Hasta aquí quizás nada raro. Es a lo que nos tienen acostumbrados, y lo que les debe de ordenar Sánchez que hagan. Lo cierto es que no aprenden. Son incapaces de hacer una verdadera oposición, y miren ustedes que hay cosas que criticar. Sin embargo, se agarran a nimiedades y se les ve demasiado el plumero y la demagogia. Ellos, proclives a comparecer a todas las manifestaciones y participar en todas las protestas contra el gobierno regional, parece que no tienen nada que decir ante el caos de cercanías o la huelga de los letrados judiciales que, a pesar de que afecte -y mucho- a los ciudadanos madrileños, depende de Sánchez.
No obstante, en esta ocasión el ridículo ha llegado al summum, porque se ha descubierto que la líder de Más Madrid, después de vociferar y dedicar toda clase de epítetos a Osorio, también percibe el importe del bono por tener familia numerosa. A mi entender, no habría nada que recriminarle, si no fuese por el papel inquisitorial previamente adoptado, rasgándose las vestiduras ante la conducta, igualmente legal, del vicepresidente de la Comunidad de Madrid.
Pero la pantomima se acentúa por las explicaciones que ha facilitado. Afirma que no era consciente de ello, que quien cobraba la ayuda era su marido. Muy feminista ella. Un poco a lo Tartufo, manifiesta que se arrepiente y que reconoce su error. Revistiéndose de puritanismo, intenta convencernos de que su comportamiento era muy diferente al de Osorio.
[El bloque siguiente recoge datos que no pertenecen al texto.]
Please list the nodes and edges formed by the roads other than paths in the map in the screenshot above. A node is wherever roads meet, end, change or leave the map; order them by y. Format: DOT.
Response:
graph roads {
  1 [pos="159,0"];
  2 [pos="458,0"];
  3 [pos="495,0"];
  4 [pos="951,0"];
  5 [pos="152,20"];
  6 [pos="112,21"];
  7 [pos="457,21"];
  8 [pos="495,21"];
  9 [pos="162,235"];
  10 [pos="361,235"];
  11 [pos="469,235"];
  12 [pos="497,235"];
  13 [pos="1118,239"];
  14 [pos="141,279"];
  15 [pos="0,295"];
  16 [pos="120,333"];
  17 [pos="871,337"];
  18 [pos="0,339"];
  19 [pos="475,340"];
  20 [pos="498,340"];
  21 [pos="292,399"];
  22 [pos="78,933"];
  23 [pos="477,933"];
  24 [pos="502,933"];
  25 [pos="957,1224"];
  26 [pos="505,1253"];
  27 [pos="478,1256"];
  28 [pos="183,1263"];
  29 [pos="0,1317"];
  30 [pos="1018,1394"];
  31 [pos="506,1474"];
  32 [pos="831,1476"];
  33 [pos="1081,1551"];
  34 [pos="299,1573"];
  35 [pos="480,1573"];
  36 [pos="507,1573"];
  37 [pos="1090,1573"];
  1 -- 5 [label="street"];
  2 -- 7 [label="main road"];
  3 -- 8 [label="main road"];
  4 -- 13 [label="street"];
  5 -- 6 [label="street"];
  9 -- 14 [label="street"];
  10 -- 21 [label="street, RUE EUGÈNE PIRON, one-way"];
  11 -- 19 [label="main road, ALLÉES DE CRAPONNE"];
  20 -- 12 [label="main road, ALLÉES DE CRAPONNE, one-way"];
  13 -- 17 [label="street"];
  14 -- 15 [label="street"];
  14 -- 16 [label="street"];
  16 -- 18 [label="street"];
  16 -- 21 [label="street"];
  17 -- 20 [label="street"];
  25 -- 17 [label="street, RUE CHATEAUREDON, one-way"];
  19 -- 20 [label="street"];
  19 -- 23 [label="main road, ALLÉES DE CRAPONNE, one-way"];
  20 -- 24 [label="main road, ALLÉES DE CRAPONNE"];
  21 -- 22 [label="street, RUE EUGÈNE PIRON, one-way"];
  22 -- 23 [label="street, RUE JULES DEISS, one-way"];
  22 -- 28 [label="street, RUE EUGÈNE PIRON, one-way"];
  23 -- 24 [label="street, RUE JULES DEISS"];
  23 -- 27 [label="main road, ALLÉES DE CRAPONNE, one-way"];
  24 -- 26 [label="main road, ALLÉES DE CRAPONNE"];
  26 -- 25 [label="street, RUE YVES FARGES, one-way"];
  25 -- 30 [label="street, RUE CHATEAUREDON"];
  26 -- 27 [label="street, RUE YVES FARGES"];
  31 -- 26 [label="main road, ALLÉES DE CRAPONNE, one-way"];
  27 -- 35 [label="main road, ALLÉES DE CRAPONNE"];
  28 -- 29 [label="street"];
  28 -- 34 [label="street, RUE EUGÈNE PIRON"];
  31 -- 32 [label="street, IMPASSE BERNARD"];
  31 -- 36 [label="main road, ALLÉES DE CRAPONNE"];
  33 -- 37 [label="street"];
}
No suelo ocuparme de la política regional de Madrid. No conozco demasiado sus intríngulis, y no me gusta hablar ni escribir de lo que no sé, pero si en esta ocasión me he adentrado algo en ella ha sido porque el circo se ha trasladado más tarde a la política nacional. Distintos miembros del Gobierno, incluso la Ministra de Hacienda, han mostrado su sorpresa porque familias no vulnerables pueden ser beneficiarias de la ayuda, ayuda que por cierto no se financia con impuestos, sino con el recibo de la luz a costa del consumidor. En el fondo sí es un gravamen, solo que bastante regresivo.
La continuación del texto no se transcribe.